(Records supplied)

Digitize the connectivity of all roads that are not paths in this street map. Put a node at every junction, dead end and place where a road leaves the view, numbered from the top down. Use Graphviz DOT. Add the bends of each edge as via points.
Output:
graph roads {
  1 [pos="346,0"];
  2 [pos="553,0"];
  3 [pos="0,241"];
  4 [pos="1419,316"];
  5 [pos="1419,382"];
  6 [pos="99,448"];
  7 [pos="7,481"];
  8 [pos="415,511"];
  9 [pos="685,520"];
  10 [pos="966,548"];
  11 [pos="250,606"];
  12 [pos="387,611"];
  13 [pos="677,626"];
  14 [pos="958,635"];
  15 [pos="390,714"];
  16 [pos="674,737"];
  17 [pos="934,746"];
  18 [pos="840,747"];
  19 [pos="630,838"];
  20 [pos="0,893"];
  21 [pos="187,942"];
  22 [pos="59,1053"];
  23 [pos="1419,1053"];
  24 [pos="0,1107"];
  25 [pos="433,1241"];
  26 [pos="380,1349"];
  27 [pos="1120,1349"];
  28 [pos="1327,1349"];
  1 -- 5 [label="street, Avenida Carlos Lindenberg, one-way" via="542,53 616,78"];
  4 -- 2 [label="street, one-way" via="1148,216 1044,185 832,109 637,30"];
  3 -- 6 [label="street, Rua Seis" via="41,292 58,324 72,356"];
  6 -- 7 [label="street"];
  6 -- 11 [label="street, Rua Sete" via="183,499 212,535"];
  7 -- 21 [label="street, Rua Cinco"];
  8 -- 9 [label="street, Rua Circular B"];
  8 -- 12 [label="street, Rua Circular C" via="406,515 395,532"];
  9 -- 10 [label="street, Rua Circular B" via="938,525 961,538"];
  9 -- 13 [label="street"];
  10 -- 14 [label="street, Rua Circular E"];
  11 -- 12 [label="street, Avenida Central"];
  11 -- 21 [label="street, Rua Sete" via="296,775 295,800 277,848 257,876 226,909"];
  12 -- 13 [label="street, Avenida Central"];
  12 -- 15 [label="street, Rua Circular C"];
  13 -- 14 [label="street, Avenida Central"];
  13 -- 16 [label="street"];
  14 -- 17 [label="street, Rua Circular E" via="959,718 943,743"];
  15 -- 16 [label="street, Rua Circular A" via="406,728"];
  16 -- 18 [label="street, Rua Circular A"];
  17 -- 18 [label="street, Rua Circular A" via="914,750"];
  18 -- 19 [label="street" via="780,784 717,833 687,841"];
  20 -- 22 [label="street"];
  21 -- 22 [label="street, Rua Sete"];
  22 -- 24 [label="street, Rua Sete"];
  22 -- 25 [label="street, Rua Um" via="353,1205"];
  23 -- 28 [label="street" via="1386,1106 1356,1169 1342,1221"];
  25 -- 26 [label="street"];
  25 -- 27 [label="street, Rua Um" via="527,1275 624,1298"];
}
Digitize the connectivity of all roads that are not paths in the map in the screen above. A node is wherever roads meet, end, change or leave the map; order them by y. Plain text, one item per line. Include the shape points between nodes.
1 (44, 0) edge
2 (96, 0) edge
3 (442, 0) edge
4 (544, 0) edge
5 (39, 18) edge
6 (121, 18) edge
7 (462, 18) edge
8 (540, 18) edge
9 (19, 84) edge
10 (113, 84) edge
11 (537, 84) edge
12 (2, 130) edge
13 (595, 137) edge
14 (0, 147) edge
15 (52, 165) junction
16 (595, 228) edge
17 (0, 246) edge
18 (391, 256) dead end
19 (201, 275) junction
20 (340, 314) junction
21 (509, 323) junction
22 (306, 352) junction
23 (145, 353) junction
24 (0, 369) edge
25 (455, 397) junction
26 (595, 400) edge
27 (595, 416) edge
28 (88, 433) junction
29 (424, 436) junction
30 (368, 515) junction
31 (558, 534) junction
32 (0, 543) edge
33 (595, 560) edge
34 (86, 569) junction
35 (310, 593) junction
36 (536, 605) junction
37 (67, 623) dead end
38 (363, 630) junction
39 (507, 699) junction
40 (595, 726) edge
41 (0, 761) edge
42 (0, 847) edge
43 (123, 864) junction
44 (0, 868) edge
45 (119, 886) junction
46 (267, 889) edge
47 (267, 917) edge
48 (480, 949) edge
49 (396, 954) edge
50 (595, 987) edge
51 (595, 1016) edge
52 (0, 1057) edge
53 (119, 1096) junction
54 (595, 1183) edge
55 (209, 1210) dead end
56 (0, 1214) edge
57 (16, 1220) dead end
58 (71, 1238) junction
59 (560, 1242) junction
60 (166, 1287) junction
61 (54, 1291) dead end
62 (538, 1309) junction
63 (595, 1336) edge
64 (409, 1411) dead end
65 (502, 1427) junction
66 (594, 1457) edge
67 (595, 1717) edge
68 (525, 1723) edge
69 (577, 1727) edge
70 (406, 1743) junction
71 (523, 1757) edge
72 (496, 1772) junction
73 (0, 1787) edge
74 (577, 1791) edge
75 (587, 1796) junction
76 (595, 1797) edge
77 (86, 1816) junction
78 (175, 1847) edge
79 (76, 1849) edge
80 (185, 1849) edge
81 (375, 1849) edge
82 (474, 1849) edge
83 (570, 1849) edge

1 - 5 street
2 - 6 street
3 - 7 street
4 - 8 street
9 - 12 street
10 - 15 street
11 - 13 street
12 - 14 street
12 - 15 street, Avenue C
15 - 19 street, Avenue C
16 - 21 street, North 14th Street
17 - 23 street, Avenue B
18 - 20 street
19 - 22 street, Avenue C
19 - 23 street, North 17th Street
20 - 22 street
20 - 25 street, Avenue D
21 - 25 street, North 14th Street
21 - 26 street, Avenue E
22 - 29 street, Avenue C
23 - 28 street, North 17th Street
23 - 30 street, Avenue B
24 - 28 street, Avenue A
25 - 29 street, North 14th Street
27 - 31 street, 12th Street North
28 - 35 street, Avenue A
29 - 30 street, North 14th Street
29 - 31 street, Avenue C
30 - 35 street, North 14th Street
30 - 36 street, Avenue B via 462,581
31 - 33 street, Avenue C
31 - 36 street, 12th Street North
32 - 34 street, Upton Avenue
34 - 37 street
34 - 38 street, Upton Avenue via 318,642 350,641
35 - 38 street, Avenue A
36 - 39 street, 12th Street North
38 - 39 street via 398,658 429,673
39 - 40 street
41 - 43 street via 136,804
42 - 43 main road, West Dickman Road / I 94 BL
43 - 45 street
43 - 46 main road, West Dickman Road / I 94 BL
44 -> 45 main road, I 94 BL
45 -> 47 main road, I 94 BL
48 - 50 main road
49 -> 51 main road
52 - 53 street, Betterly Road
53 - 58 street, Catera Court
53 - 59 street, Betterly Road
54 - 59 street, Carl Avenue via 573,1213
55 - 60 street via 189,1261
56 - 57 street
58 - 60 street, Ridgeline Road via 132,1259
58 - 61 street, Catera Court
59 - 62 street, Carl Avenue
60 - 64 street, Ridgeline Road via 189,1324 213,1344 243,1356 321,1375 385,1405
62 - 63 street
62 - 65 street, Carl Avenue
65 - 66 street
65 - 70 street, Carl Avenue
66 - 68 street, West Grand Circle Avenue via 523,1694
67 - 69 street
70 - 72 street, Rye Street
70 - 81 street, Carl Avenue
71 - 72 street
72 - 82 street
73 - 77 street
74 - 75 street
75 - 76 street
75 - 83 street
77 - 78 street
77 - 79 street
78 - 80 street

(End Records supplied)

- Work order
Restate all of the entries exactly, please.

- Task answer
Digitize the connectivity of all roads that are not paths in this street map. Put a node at every junction, dead end and place where a road leaves the view, numbered from the top down. Use Graphviz DOT. Add the bends of each edge as via points.
Output:
graph roads {
  1 [pos="346,0"];
  2 [pos="553,0"];
  3 [pos="0,241"];
  4 [pos="1419,316"];
  5 [pos="1419,382"];
  6 [pos="99,448"];
  7 [pos="7,481"];
  8 [pos="415,511"];
  9 [pos="685,520"];
  10 [pos="966,548"];
  11 [pos="250,606"];
  12 [pos="387,611"];
  13 [pos="677,626"];
  14 [pos="958,635"];
  15 [pos="390,714"];
  16 [pos="674,737"];
  17 [pos="934,746"];
  18 [pos="840,747"];
  19 [pos="630,838"];
  20 [pos="0,893"];
  21 [pos="187,942"];
  22 [pos="59,1053"];
  23 [pos="1419,1053"];
  24 [pos="0,1107"];
  25 [pos="433,1241"];
  26 [pos="380,1349"];
  27 [pos="1120,1349"];
  28 [pos="1327,1349"];
  1 -- 5 [label="street, Avenida Carlos Lindenberg, one-way" via="542,53 616,78"];
  4 -- 2 [label="street, one-way" via="1148,216 1044,185 832,109 637,30"];
  3 -- 6 [label="street, Rua Seis" via="41,292 58,324 72,356"];
  6 -- 7 [label="street"];
  6 -- 11 [label="street, Rua Sete" via="183,499 212,535"];
  7 -- 21 [label="street, Rua Cinco"];
  8 -- 9 [label="street, Rua Circular B"];
  8 -- 12 [label="street, Rua Circular C" via="406,515 395,532"];
  9 -- 10 [label="street, Rua Circular B" via="938,525 961,538"];
  9 -- 13 [label="street"];
  10 -- 14 [label="street, Rua Circular E"];
  11 -- 12 [label="street, Avenida Central"];
  11 -- 21 [label="street, Rua Sete" via="296,775 295,800 277,848 257,876 226,909"];
  12 -- 13 [label="street, Avenida Central"];
  12 -- 15 [label="street, Rua Circular C"];
  13 -- 14 [label="street, Avenida Central"];
  13 -- 16 [label="street"];
  14 -- 17 [label="street, Rua Circular E" via="959,718 943,743"];
  15 -- 16 [label="street, Rua Circular A" via="406,728"];
  16 -- 18 [label="street, Rua Circular A"];
  17 -- 18 [label="street, Rua Circular A" via="914,750"];
  18 -- 19 [label="street" via="780,784 717,833 687,841"];
  20 -- 22 [label="street"];
  21 -- 22 [label="street, Rua Sete"];
  22 -- 24 [label="street, Rua Sete"];
  22 -- 25 [label="street, Rua Um" via="353,1205"];
  23 -- 28 [label="street" via="1386,1106 1356,1169 1342,1221"];
  25 -- 26 [label="street"];
  25 -- 27 [label="street, Rua Um" via="527,1275 624,1298"];
}
Digitize the connectivity of all roads that are not paths in the map in the screen above. A node is wherever roads meet, end, change or leave the map; order them by y. Plain text, one item per line. Include the shape points between nodes.
1 (44, 0) edge
2 (96, 0) edge
3 (442, 0) edge
4 (544, 0) edge
5 (39, 18) edge
6 (121, 18) edge
7 (462, 18) edge
8 (540, 18) edge
9 (19, 84) edge
10 (113, 84) edge
11 (537, 84) edge
12 (2, 130) edge
13 (595, 137) edge
14 (0, 147) edge
15 (52, 165) junction
16 (595, 228) edge
17 (0, 246) edge
18 (391, 256) dead end
19 (201, 275) junction
20 (340, 314) junction
21 (509, 323) junction
22 (306, 352) junction
23 (145, 353) junction
24 (0, 369) edge
25 (455, 397) junction
26 (595, 400) edge
27 (595, 416) edge
28 (88, 433) junction
29 (424, 436) junction
30 (368, 515) junction
31 (558, 534) junction
32 (0, 543) edge
33 (595, 560) edge
34 (86, 569) junction
35 (310, 593) junction
36 (536, 605) junction
37 (67, 623) dead end
38 (363, 630) junction
39 (507, 699) junction
40 (595, 726) edge
41 (0, 761) edge
42 (0, 847) edge
43 (123, 864) junction
44 (0, 868) edge
45 (119, 886) junction
46 (267, 889) edge
47 (267, 917) edge
48 (480, 949) edge
49 (396, 954) edge
50 (595, 987) edge
51 (595, 1016) edge
52 (0, 1057) edge
53 (119, 1096) junction
54 (595, 1183) edge
55 (209, 1210) dead end
56 (0, 1214) edge
57 (16, 1220) dead end
58 (71, 1238) junction
59 (560, 1242) junction
60 (166, 1287) junction
61 (54, 1291) dead end
62 (538, 1309) junction
63 (595, 1336) edge
64 (409, 1411) dead end
65 (502, 1427) junction
66 (594, 1457) edge
67 (595, 1717) edge
68 (525, 1723) edge
69 (577, 1727) edge
70 (406, 1743) junction
71 (523, 1757) edge
72 (496, 1772) junction
73 (0, 1787) edge
74 (577, 1791) edge
75 (587, 1796) junction
76 (595, 1797) edge
77 (86, 1816) junction
78 (175, 1847) edge
79 (76, 1849) edge
80 (185, 1849) edge
81 (375, 1849) edge
82 (474, 1849) edge
83 (570, 1849) edge

1 - 5 street
2 - 6 street
3 - 7 street
4 - 8 street
9 - 12 street
10 - 15 street
11 - 13 street
12 - 14 street
12 - 15 street, Avenue C
15 - 19 street, Avenue C
16 - 21 street, North 14th Street
17 - 23 street, Avenue B
18 - 20 street
19 - 22 street, Avenue C
19 - 23 street, North 17th Street
20 - 22 street
20 - 25 street, Avenue D
21 - 25 street, North 14th Street
21 - 26 street, Avenue E
22 - 29 street, Avenue C
23 - 28 street, North 17th Street
23 - 30 street, Avenue B
24 - 28 street, Avenue A
25 - 29 street, North 14th Street
27 - 31 street, 12th Street North
28 - 35 street, Avenue A
29 - 30 street, North 14th Street
29 - 31 street, Avenue C
30 - 35 street, North 14th Street
30 - 36 street, Avenue B via 462,581
31 - 33 street, Avenue C
31 - 36 street, 12th Street North
32 - 34 street, Upton Avenue
34 - 37 street
34 - 38 street, Upton Avenue via 318,642 350,641
35 - 38 street, Avenue A
36 - 39 street, 12th Street North
38 - 39 street via 398,658 429,673
39 - 40 street
41 - 43 street via 136,804
42 - 43 main road, West Dickman Road / I 94 BL
43 - 45 street
43 - 46 main road, West Dickman Road / I 94 BL
44 -> 45 main road, I 94 BL
45 -> 47 main road, I 94 BL
48 - 50 main road
49 -> 51 main road
52 - 53 street, Betterly Road
53 - 58 street, Catera Court
53 - 59 street, Betterly Road
54 - 59 street, Carl Avenue via 573,1213
55 - 60 street via 189,1261
56 - 57 street
58 - 60 street, Ridgeline Road via 132,1259
58 - 61 street, Catera Court
59 - 62 street, Carl Avenue
60 - 64 street, Ridgeline Road via 189,1324 213,1344 243,1356 321,1375 385,1405
62 - 63 street
62 - 65 street, Carl Avenue
65 - 66 street
65 - 70 street, Carl Avenue
66 - 68 street, West Grand Circle Avenue via 523,1694
67 - 69 street
70 - 72 street, Rye Street
70 - 81 street, Carl Avenue
71 - 72 street
72 - 82 street
73 - 77 street
74 - 75 street
75 - 76 street
75 - 83 street
77 - 78 street
77 - 79 street
78 - 80 street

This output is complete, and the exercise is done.